Looking at the material below, count the lines that contain "ontepa" and answer with the count only.
BEGIN
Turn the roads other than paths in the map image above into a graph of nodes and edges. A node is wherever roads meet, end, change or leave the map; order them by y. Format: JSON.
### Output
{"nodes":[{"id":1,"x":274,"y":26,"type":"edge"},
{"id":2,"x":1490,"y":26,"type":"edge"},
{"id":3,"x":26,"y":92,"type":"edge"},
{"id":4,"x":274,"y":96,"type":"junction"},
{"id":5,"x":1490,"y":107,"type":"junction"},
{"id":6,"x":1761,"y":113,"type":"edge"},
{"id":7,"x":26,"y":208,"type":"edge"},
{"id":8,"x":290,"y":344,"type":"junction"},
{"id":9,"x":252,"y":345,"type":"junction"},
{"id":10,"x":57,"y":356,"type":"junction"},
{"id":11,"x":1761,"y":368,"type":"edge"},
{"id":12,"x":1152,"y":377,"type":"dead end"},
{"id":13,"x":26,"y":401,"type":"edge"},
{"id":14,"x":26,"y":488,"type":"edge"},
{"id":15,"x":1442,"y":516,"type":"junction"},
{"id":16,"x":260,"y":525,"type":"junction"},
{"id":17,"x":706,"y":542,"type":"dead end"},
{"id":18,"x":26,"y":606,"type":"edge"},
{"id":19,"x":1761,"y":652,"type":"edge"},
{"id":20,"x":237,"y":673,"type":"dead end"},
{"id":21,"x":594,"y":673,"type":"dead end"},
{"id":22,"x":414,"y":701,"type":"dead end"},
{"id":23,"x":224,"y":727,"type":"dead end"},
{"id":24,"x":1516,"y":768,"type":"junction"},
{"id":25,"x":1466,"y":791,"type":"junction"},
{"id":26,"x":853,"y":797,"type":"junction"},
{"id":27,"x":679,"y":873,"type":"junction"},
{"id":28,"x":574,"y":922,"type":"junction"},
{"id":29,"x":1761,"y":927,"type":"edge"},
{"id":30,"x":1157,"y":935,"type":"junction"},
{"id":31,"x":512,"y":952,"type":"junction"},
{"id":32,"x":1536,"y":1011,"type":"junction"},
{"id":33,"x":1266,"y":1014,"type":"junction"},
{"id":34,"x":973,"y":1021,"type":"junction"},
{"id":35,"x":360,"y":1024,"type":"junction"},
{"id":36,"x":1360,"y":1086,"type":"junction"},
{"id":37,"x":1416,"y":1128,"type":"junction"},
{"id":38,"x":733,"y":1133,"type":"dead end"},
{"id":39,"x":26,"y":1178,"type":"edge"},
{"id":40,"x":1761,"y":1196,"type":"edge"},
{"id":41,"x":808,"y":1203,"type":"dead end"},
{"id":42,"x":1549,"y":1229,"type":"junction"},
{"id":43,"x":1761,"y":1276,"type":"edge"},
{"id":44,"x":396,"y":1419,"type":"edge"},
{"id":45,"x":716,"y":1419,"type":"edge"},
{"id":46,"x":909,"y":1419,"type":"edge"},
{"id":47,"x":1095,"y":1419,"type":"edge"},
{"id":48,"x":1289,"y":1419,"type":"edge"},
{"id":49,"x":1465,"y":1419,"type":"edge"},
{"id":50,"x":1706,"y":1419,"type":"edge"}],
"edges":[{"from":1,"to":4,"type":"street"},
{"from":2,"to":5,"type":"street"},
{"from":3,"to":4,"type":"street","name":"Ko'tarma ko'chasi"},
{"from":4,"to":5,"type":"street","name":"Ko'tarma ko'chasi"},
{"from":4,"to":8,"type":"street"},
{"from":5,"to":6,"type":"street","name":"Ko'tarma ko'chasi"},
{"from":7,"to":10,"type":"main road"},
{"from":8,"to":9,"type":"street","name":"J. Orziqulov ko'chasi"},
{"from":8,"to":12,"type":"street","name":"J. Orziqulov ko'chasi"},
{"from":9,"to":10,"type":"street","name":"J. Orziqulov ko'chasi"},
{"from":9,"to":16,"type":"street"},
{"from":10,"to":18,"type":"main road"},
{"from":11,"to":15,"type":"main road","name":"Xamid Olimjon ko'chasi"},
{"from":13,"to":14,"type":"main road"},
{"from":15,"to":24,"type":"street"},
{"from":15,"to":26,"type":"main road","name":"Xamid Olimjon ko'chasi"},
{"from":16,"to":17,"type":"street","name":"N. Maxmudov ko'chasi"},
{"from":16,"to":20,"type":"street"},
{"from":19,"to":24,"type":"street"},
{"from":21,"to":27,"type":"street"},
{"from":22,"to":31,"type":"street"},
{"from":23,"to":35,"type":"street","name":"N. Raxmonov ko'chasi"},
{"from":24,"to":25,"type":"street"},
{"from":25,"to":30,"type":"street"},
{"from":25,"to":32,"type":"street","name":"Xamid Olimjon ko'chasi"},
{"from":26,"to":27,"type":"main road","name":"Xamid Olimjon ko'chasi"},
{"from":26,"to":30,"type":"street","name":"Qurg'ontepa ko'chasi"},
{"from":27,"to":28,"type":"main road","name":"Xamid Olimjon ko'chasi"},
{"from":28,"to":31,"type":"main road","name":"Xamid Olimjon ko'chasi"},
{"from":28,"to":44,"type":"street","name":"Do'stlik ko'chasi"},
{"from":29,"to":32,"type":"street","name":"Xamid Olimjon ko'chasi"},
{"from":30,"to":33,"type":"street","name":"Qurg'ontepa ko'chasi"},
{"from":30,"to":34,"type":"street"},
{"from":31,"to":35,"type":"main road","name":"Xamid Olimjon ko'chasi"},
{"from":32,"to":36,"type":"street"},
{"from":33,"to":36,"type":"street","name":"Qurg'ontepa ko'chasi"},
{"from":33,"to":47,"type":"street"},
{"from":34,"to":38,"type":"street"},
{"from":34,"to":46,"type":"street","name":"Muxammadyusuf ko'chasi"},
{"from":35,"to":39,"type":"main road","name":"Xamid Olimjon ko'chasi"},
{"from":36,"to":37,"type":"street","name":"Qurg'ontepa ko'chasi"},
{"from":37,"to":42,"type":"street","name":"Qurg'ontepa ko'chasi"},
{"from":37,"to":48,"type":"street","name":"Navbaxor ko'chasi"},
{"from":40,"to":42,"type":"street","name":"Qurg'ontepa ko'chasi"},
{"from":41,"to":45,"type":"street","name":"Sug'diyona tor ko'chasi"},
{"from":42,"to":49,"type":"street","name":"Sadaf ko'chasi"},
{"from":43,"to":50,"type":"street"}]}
END
Task response: 6